▸ What needs to be done
If a line of the material contains "main", copy it.
◇ ◇ ◇ ◇
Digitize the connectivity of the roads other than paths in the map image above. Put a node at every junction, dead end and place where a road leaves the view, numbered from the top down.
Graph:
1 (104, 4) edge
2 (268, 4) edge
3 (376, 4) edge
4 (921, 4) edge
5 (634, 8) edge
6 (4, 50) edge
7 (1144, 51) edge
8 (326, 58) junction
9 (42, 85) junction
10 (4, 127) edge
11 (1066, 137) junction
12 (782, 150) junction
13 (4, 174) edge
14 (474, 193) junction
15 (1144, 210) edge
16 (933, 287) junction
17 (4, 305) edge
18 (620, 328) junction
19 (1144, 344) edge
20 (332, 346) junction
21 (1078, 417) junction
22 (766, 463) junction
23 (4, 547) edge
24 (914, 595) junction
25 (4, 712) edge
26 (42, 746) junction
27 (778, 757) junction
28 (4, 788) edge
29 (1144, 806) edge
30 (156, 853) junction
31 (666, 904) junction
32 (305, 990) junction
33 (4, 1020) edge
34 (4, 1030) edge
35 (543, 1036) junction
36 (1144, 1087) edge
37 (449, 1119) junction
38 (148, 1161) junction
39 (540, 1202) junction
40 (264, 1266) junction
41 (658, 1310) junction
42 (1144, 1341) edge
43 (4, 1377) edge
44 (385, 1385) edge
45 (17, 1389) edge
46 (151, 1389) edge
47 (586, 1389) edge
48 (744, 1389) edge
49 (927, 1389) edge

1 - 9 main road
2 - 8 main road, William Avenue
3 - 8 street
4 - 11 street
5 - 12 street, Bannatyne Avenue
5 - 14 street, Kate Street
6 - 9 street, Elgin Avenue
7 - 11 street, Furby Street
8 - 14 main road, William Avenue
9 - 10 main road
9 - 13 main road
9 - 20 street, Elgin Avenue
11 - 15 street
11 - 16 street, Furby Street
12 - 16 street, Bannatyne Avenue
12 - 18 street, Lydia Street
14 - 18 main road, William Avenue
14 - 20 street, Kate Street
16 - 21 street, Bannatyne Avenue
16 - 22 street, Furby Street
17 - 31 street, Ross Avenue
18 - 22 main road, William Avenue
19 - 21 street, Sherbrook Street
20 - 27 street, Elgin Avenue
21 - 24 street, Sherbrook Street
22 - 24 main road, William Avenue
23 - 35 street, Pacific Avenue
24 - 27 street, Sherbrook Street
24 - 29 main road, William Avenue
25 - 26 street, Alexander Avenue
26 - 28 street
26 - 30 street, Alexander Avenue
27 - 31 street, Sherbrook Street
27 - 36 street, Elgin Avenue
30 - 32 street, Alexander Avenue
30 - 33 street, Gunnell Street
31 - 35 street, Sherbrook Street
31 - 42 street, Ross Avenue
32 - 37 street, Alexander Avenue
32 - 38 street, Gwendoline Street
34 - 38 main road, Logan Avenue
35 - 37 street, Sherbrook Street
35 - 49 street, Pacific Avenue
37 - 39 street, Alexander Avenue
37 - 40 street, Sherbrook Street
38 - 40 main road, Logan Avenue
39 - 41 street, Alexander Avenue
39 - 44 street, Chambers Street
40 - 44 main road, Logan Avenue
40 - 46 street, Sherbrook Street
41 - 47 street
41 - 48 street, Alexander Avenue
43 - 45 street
◇ ◇ ◇ ◇
▸ Reply
1 - 9 main road
2 - 8 main road, William Avenue
8 - 14 main road, William Avenue
9 - 10 main road
9 - 13 main road
14 - 18 main road, William Avenue
18 - 22 main road, William Avenue
22 - 24 main road, William Avenue
24 - 29 main road, William Avenue
34 - 38 main road, Logan Avenue
38 - 40 main road, Logan Avenue
40 - 44 main road, Logan Avenue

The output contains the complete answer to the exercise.